▸ Task requirements:
Find how many lines below hold "paths", and give that number as the entire answer.

▸ Raw data:
####################

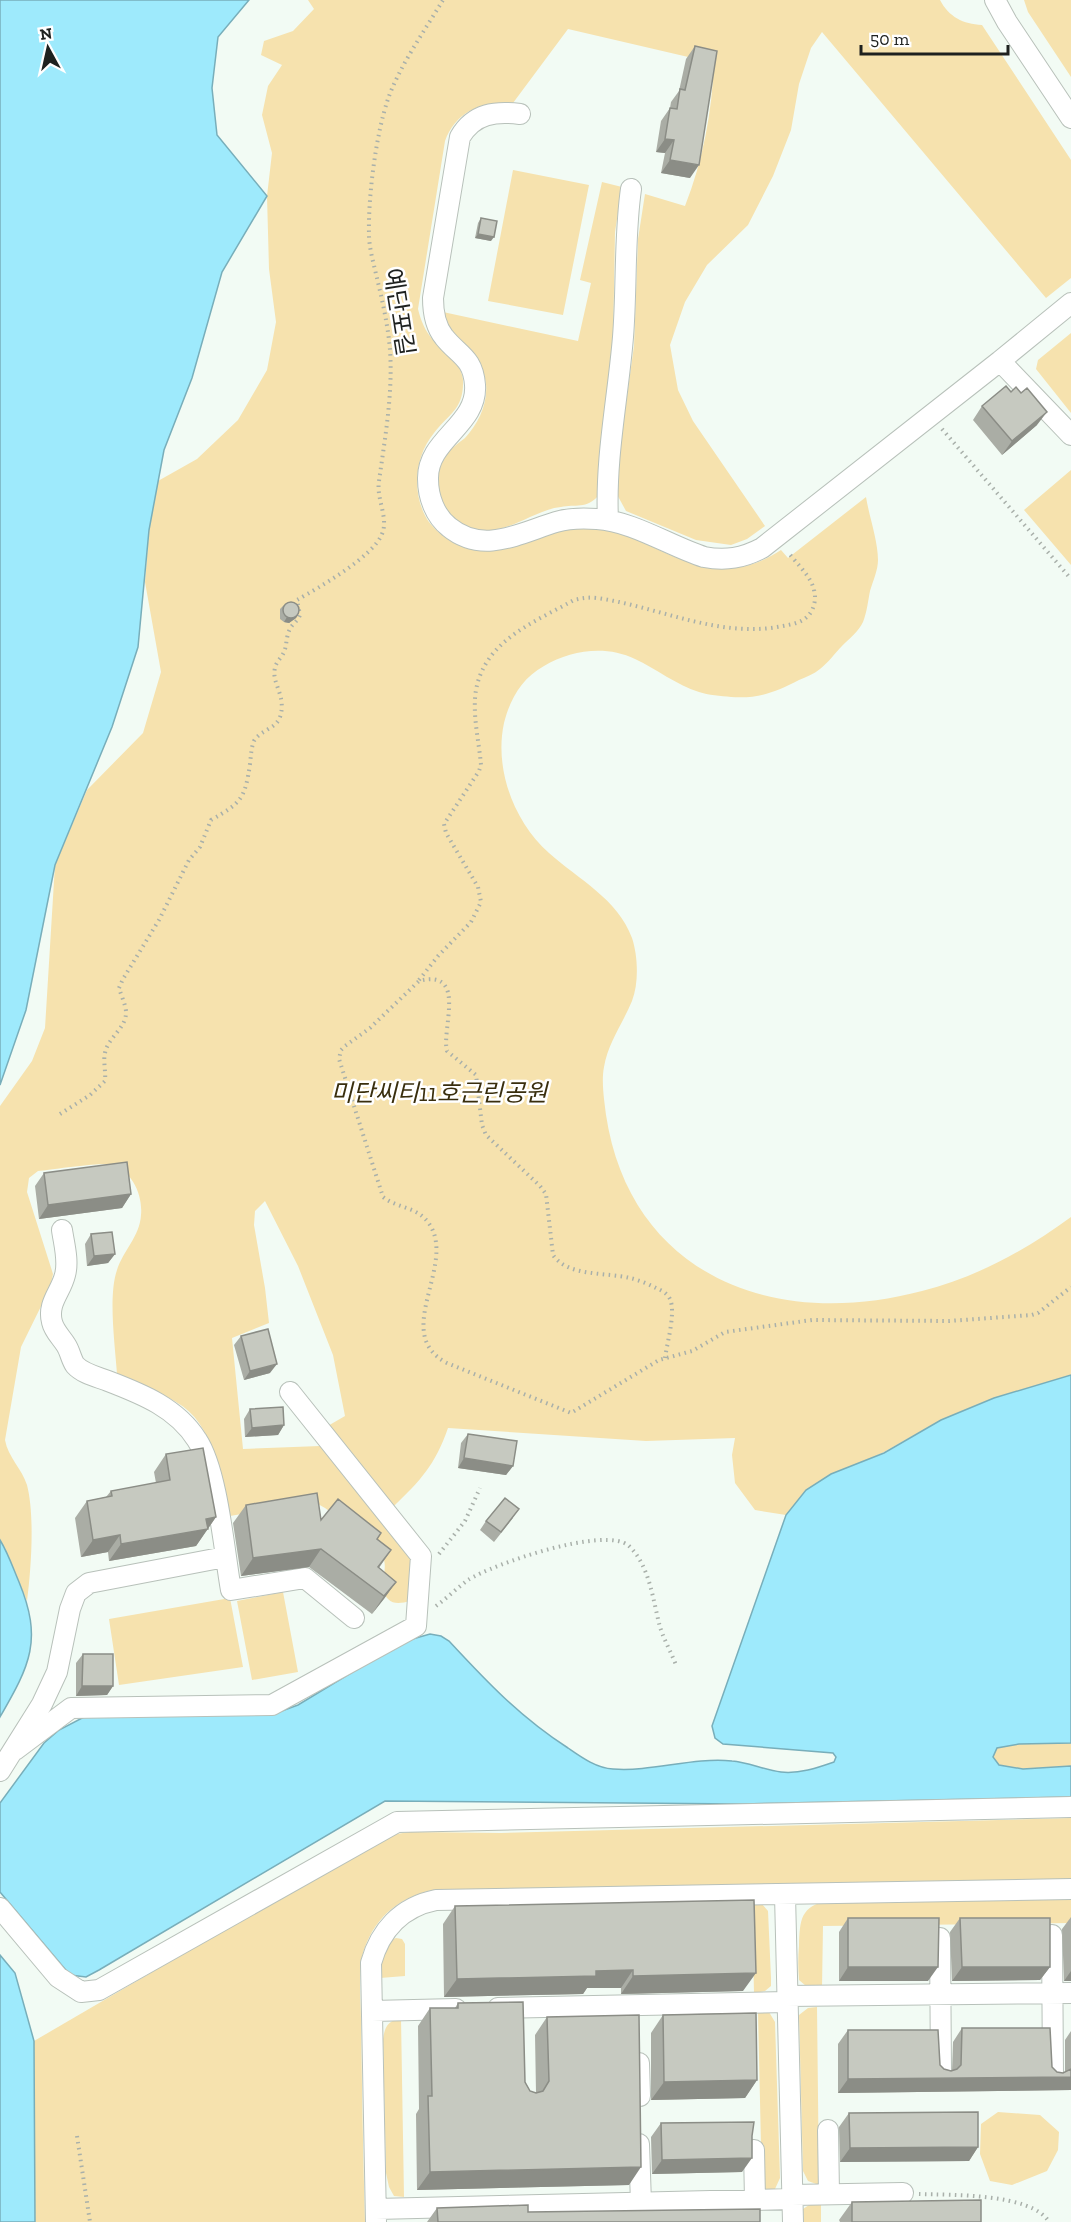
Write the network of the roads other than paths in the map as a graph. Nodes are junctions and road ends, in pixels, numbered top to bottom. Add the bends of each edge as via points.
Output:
1 (995, 0) edge
2 (520, 114) dead end
3 (1071, 118) edge
4 (631, 189) dead end
5 (1071, 303) edge
6 (1000, 361) junction
7 (1071, 435) edge
8 (608, 520) junction
9 (62, 1230) dead end
10 (290, 1392) dead end
11 (225, 1557) junction
12 (354, 1618) dead end
13 (15, 1750) junction
14 (0, 1771) edge
15 (1071, 1807) edge
16 (1071, 1889) edge
17 (785, 1895) junction
18 (0, 1908) edge
19 (1052, 1935) edge
20 (940, 1938) edge
21 (1062, 1993) edge
22 (940, 1994) junction
23 (787, 1999) junction
24 (638, 2005) junction
25 (522, 2008) junction
26 (372, 2011) junction
27 (522, 2031) edge
28 (941, 2073) edge
29 (1053, 2075) edge
30 (640, 2096) edge
31 (639, 2128) edge
32 (828, 2130) dead end
33 (754, 2150) edge
34 (903, 2193) road end
35 (829, 2194) junction
36 (792, 2197) junction
37 (754, 2200) junction
38 (641, 2203) junction
39 (376, 2216) edge
40 (793, 2222) edge

1 - 3 street
2 - 8 street via 495,112 474,120 458,145 433,307 441,333 465,356 472,369 475,398 469,412 430,462 429,494 444,523 469,539 486,543 559,521
4 - 8 street via 623,338 607,467
5 - 6 street
6 - 7 street
6 - 8 street via 777,536 746,556 717,560 704,557
9 - 11 street via 66,1275 50,1312 56,1331 76,1365 86,1373 136,1391 161,1405 182,1421 198,1441 213,1488
10 - 13 street via 422,1556 416,1626 282,1702 71,1708
11 - 12 street via 231,1590 305,1578
11 - 13 street via 89,1583 76,1593 57,1672
13 - 14 street
15 - 18 street via 397,1822 99,1990 81,1992 58,1977
16 - 17 street
17 - 23 street
17 - 26 street via 420,1903 393,1922 376,1946 371,1963
19 - 21 street
20 - 22 street
21 - 22 street
21 - 29 street
22 - 23 street
22 - 28 street
23 - 24 street
23 - 36 street
24 - 25 street
24 - 30 street
25 - 26 street
25 - 27 street
26 - 39 street
31 - 38 street
32 - 35 street
33 - 37 street
34 - 35 street
35 - 36 street
36 - 37 street
36 - 40 street
37 - 38 street
38 - 39 street

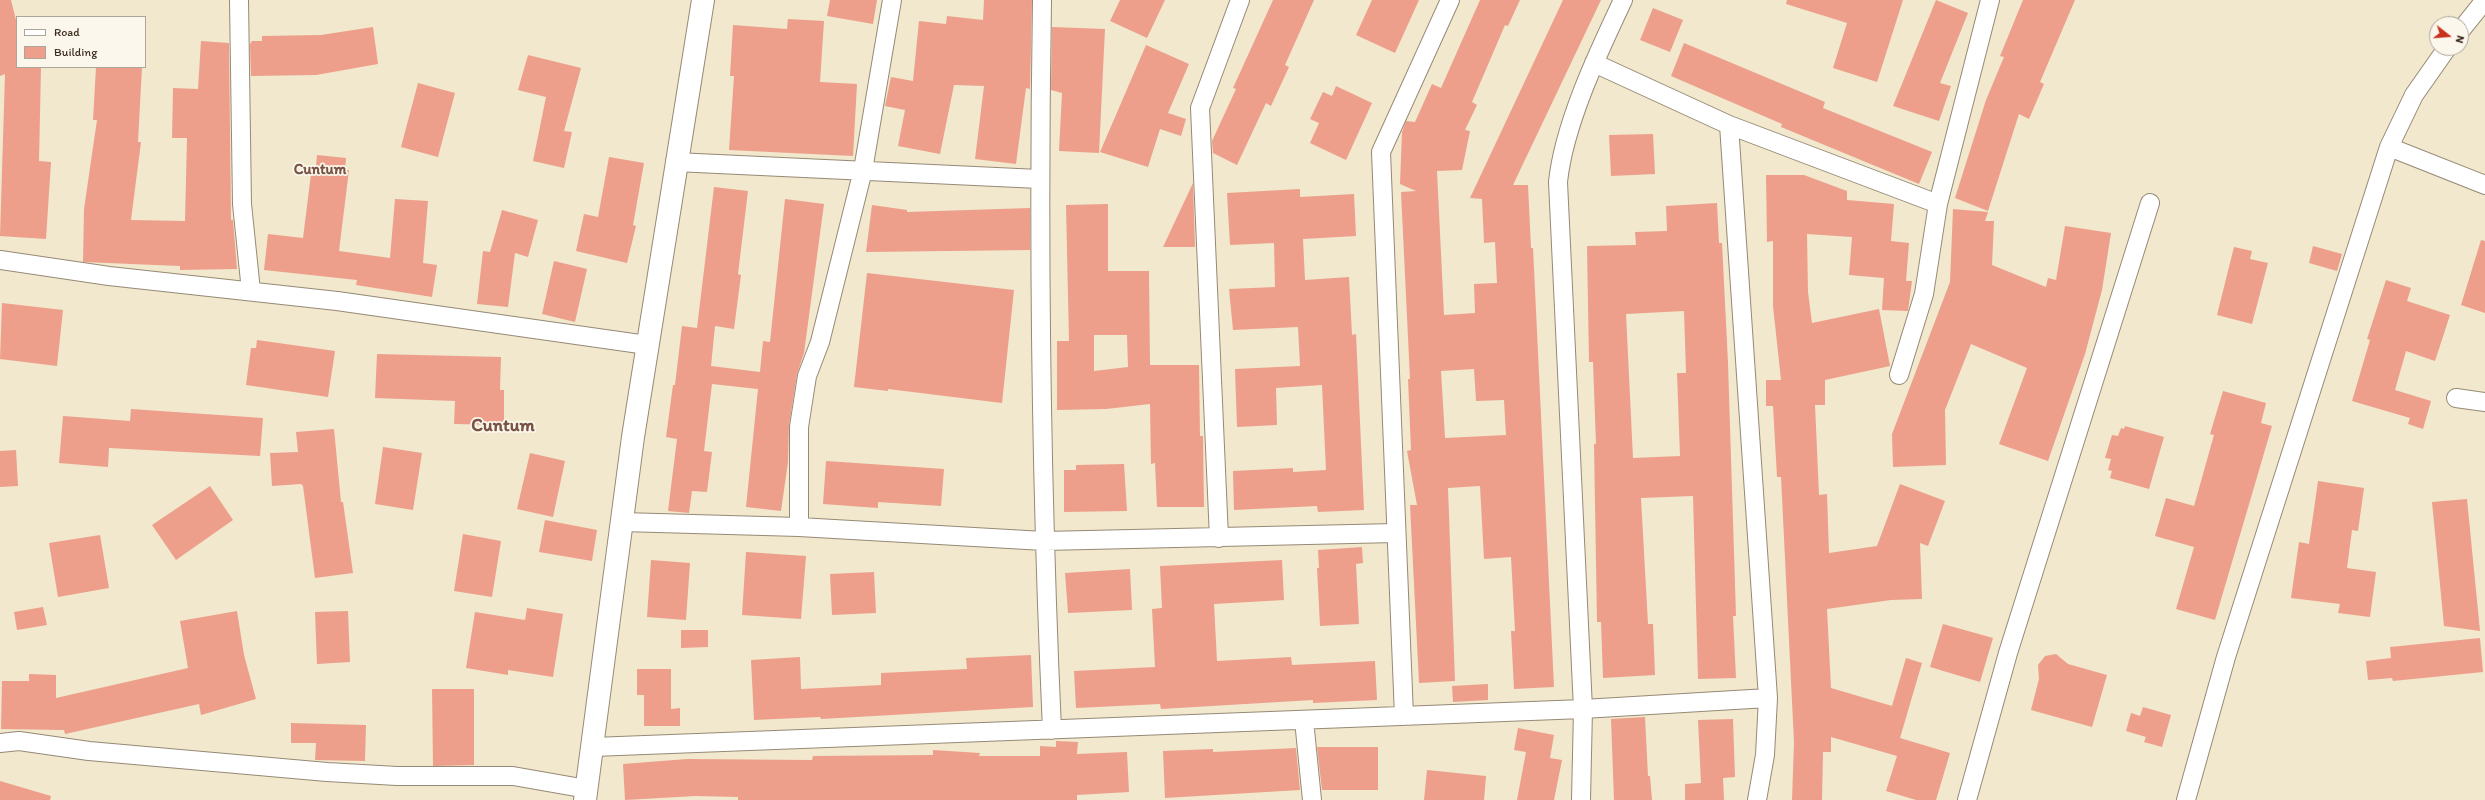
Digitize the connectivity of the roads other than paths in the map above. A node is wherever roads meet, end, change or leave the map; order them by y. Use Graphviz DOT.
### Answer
graph roads {
  1 [pos="239,0"];
  2 [pos="703,0"];
  3 [pos="892,0"];
  4 [pos="1042,0"];
  5 [pos="1240,0"];
  6 [pos="1450,0"];
  7 [pos="1623,0"];
  8 [pos="1990,0"];
  9 [pos="2485,0"];
  10 [pos="2469,20"];
  11 [pos="2441,56"];
  12 [pos="1594,63"];
  13 [pos="1729,125"];
  14 [pos="2389,146"];
  15 [pos="675,162"];
  16 [pos="863,170"];
  17 [pos="1039,179"];
  18 [pos="2485,184"];
  19 [pos="2150,203"];
  20 [pos="1938,204"];
  21 [pos="0,260"];
  22 [pos="251,291"];
  23 [pos="647,345"];
  24 [pos="1899,375"];
  25 [pos="2456,398"];
  26 [pos="2485,402"];
  27 [pos="622,522"];
  28 [pos="798,527"];
  29 [pos="1396,533"];
  30 [pos="1218,538"];
  31 [pos="1044,541"];
  32 [pos="1768,698"];
  33 [pos="1583,709"];
  34 [pos="1404,716"];
  35 [pos="1304,720"];
  36 [pos="1052,730"];
  37 [pos="0,743"];
  38 [pos="593,747"];
  39 [pos="586,794"];
  40 [pos="1312,800"];
  41 [pos="1581,800"];
  42 [pos="1757,800"];
  43 [pos="1967,800"];
  44 [pos="2186,800"];
  1 -- 22 [label="street"];
  2 -- 15 [label="main road"];
  3 -- 16 [label="street"];
  4 -- 17 [label="street"];
  5 -- 30 [label="street"];
  6 -- 29 [label="street"];
  7 -- 12 [label="street"];
  8 -- 20 [label="street"];
  9 -- 10 [label="street"];
  11 -- 14 [label="street"];
  12 -- 13 [label="street"];
  12 -- 33 [label="street"];
  13 -- 20 [label="street"];
  13 -- 32 [label="street"];
  14 -- 18 [label="street"];
  14 -- 44 [label="street"];
  15 -- 16 [label="street"];
  15 -- 23 [label="main road"];
  16 -- 17 [label="street"];
  16 -- 28 [label="street"];
  17 -- 31 [label="street"];
  19 -- 43 [label="street"];
  20 -- 24 [label="street"];
  21 -- 22 [label="street"];
  22 -- 23 [label="street"];
  23 -- 27 [label="main road"];
  25 -- 26 [label="street"];
  27 -- 28 [label="street"];
  27 -- 38 [label="main road"];
  28 -- 31 [label="street"];
  29 -- 30 [label="street"];
  29 -- 34 [label="street"];
  30 -- 31 [label="street"];
  31 -- 36 [label="street"];
  32 -- 33 [label="street"];
  32 -- 42 [label="street"];
  33 -- 34 [label="street"];
  33 -- 41 [label="street"];
  34 -- 35 [label="street"];
  35 -- 36 [label="street"];
  35 -- 40 [label="street"];
  36 -- 38 [label="street"];
  37 -- 39 [label="street"];
  38 -- 39 [label="main road"];
}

####################

▸ The completed task:
2